I propose to take Questions Nos. 151, 152 and 153 together.
Under arrangements introduced in June 1991 on foot of the Health (Amendment) Act, 1991, everyone regardless of income is eligible for in-patient services subject to statutory charges.
These services may be provided directly by the health board in one of its own hospitals, or in another publicly funded hospital, or by way of a contracting out arrangement between the health board and a private institution. Alternatively, one can opt for private treatment – all persons, including medical card holders, who opt for private treatment are liable for any expenses they incur.
Charges can be made under two sets of regulations in respect of long-stay or extended care. They can be made under the Health (Charges for In-Patient Services) Regulations, 1976, as amended by the Health (Charges for In-Patient Services) (Amendment) Regulations, 1987. These regulations enable charges to be made towards the cost of providing hospital in-patient services for persons with income who have been in receipt of such services for more than 30 days or for periods totalling more than 30 days within the previous 12 months. Persons with dependants are not liable for these charges. The legal basis for these charges is section 5 of the Health Act, 1947, which allows regulations to be made, and sections 51 and 53 of the Health Act, 1970.
Charges may also be made under the Health (Charges for In-Patient Services) Regulations, 1976, which allow for a charge towards the costs of in-patient services provided under section 52 of the Health Act, 1970, for a person with limited eligibility and without dependants who has been in receipt of in-patient services for 30 days.
Under the Health (Nursing Homes) Act, 1990, health boards are empowered to pay a subvention where a person has been assessed on the grounds of means and dependency, as provided for in the Nursing Homes (Subvention) Regulations, 1993 to 1998, which set down the requirements for this assessment. It is important to point out that, subject to a means test, a person will only be entitled to a subvention if they fulfil the dependency criteria laid down in the Subvention Regulations, 1993.
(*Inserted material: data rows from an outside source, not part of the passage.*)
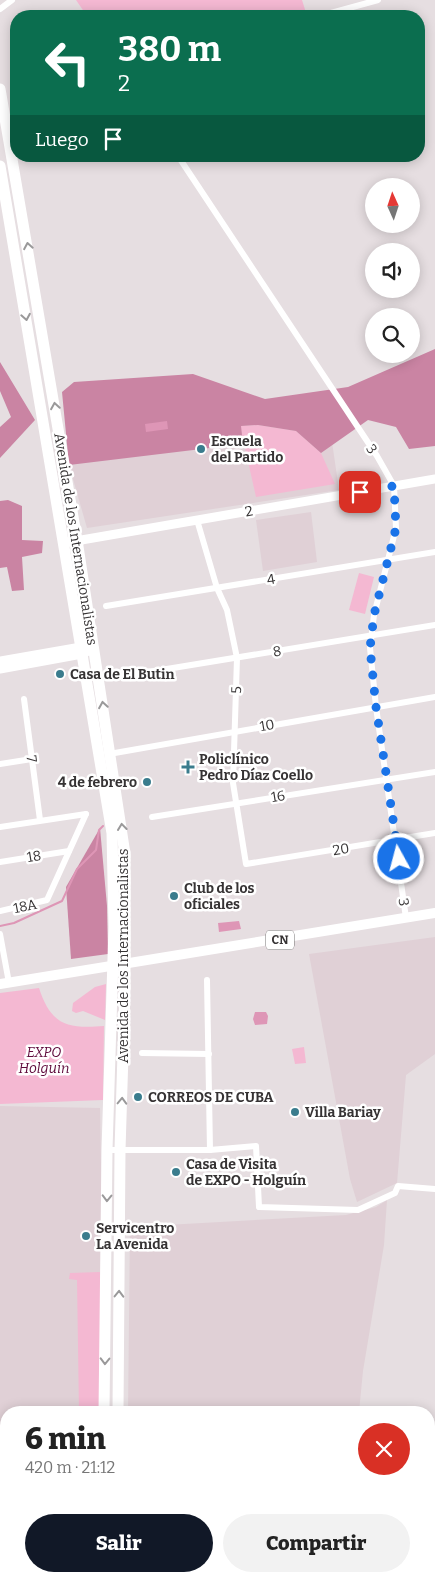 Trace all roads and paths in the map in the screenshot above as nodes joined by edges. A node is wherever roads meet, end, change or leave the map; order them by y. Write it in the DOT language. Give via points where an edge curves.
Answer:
graph roads {
  1 [pos="12,0"];
  2 [pos="378,0"];
  3 [pos="0,8"];
  4 [pos="342,10"];
  5 [pos="0,89"];
  6 [pos="10,148"];
  7 [pos="12,162"];
  8 [pos="182,162"];
  9 [pos="0,166"];
  10 [pos="435,479"];
  11 [pos="394,486"];
  12 [pos="197,520"];
  13 [pos="77,540"];
  14 [pos="64,543"];
  15 [pos="435,552"];
  16 [pos="388,558"];
  17 [pos="218,588"];
  18 [pos="106,606"];
  19 [pos="435,625"];
  20 [pos="372,634"];
  21 [pos="93,649"];
  22 [pos="81,650"];
  23 [pos="237,658"];
  24 [pos="0,661"];
  25 [pos="0,669"];
  26 [pos="118,677"];
  27 [pos="435,697"];
  28 [pos="24,699"];
  29 [pos="376,707"];
  30 [pos="235,731"];
  31 [pos="105,754"];
  32 [pos="32,759"];
  33 [pos="0,764"];
  34 [pos="435,772"];
  35 [pos="387,779"];
  36 [pos="236,803"];
  37 [pos="152,817"];
  38 [pos="40,820"];
  39 [pos="0,827"];
  40 [pos="435,833"];
  41 [pos="397,840"];
  42 [pos="69,851"];
  43 [pos="0,862"];
  44 [pos="246,864"];
  45 [pos="0,911"];
  46 [pos="435,913"];
  47 [pos="406,918"];
  48 [pos="0,934"];
  49 [pos="125,963"];
  50 [pos="113,965"];
  51 [pos="207,980"];
  52 [pos="5,984"];
  53 [pos="142,1053"];
  54 [pos="209,1054"];
  55 [pos="107,1150"];
  56 [pos="120,1150"];
  57 [pos="210,1150"];
  58 [pos="435,1189"];
  59 [pos="104,1406"];
  60 [pos="118,1406"];
  1 -- 3 [label="street"];
  2 -- 4 [label="street"];
  6 -- 5 [label="highway, Avenida de los Internacionalistas, one-way"];
  13 -- 7 [label="highway, Avenida de los Internacionalistas, one-way"];
  8 -- 11 [label="street, 3"];
  9 -- 14 [label="highway, Avenida de los Internacionalistas, one-way"];
  10 -- 11 [label="street, 2"];
  11 -- 12 [label="street, 2"];
  11 -- 16 [label="street, 3" via="396,528"];
  12 -- 13 [label="street, 2"];
  12 -- 17 [label="street, 5"];
  13 -- 14 [label="street, 2"];
  13 -- 21 [label="highway, Avenida de los Internacionalistas"];
  14 -- 22 [label="highway, Avenida de los Internacionalistas"];
  15 -- 16 [label="street, 4"];
  16 -- 17 [label="street, 4"];
  16 -- 20 [label="street, 3"];
  17 -- 18 [label="street, 4"];
  17 -- 23 [label="street, 5" via="227,610"];
  19 -- 20 [label="street, 8"];
  20 -- 23 [label="street, 8"];
  20 -- 29 [label="street, 3" via="370,648"];
  21 -- 22 [label="street"];
  31 -- 21 [label="highway, Avenida de los Internacionalistas, one-way"];
  22 -- 24 [label="street"];
  22 -- 25 [label="street"];
  22 -- 31 [label="highway, Avenida de los Internacionalistas"];
  23 -- 26 [label="street, 8"];
  23 -- 30 [label="street, 5"];
  27 -- 29 [label="street, 10"];
  28 -- 32 [label="street, 7"];
  29 -- 30 [label="street, 10"];
  29 -- 35 [label="street, 3"];
  30 -- 31 [label="street, 10"];
  30 -- 36 [label="street, 5" via="233,783"];
  49 -- 31 [label="highway, Avenida de los Internacionalistas, one-way" via="125,854"];
  31 -- 50 [label="highway, Avenida de los Internacionalistas" via="112,833"];
  32 -- 33 [label="street"];
  32 -- 38 [label="street, 7"];
  34 -- 35 [label="street, 16"];
  35 -- 36 [label="street, 16"];
  35 -- 41 [label="street, 3"];
  36 -- 37 [label="street, 16"];
  36 -- 44 [label="street, 5"];
  38 -- 39 [label="street"];
  38 -- 42 [label="street" via="86,814"];
  40 -- 41 [label="street, 20"];
  41 -- 44 [label="street, 20"];
  41 -- 47 [label="street, 3"];
  42 -- 43 [label="street, 18"];
  42 -- 45 [label="street, 18A" via="46,902"];
  46 -- 47 [label="main road, CN"];
  47 -- 49 [label="main road, CN"];
  48 -- 52 [label="street"];
  49 -- 50 [label="main road, CN"];
  56 -- 49 [label="highway, Avenida de los Internacionalistas, one-way"];
  50 -- 52 [label="main road, CN"];
  50 -- 55 [label="highway, Avenida de los Internacionalistas"];
  51 -- 54 [label="street"];
  53 -- 54 [label="street"];
  54 -- 57 [label="street"];
  55 -- 56 [label="street"];
  55 -- 59 [label="highway, Avenida de los Internacionalistas, one-way"];
  56 -- 57 [label="street"];
  60 -- 56 [label="highway, Avenida de los Internacionalistas, one-way"];
  57 -- 58 [label="street" via="256,1146 259,1207 358,1210 395,1193 398,1186"];
}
The Deputy will be aware of the shortcomings in the operation of the nursing home subvention scheme highlighted in the Ombudsman's recently published report and a number of measures have already been taken to deal with some of these problems. However, I am advised that the legal position with regard to an individual's entitlement to in-patient services is not at all as straightforward as the report contends. In particular, the Health Act, 1970, as amended, distinguishes between eligibility and entitlement, although the two terms are often used interchangeably. To be eligible means that a person qualifies to avail of services either without charge – full eligibility – or subject to prescribed charges – limited eligibility.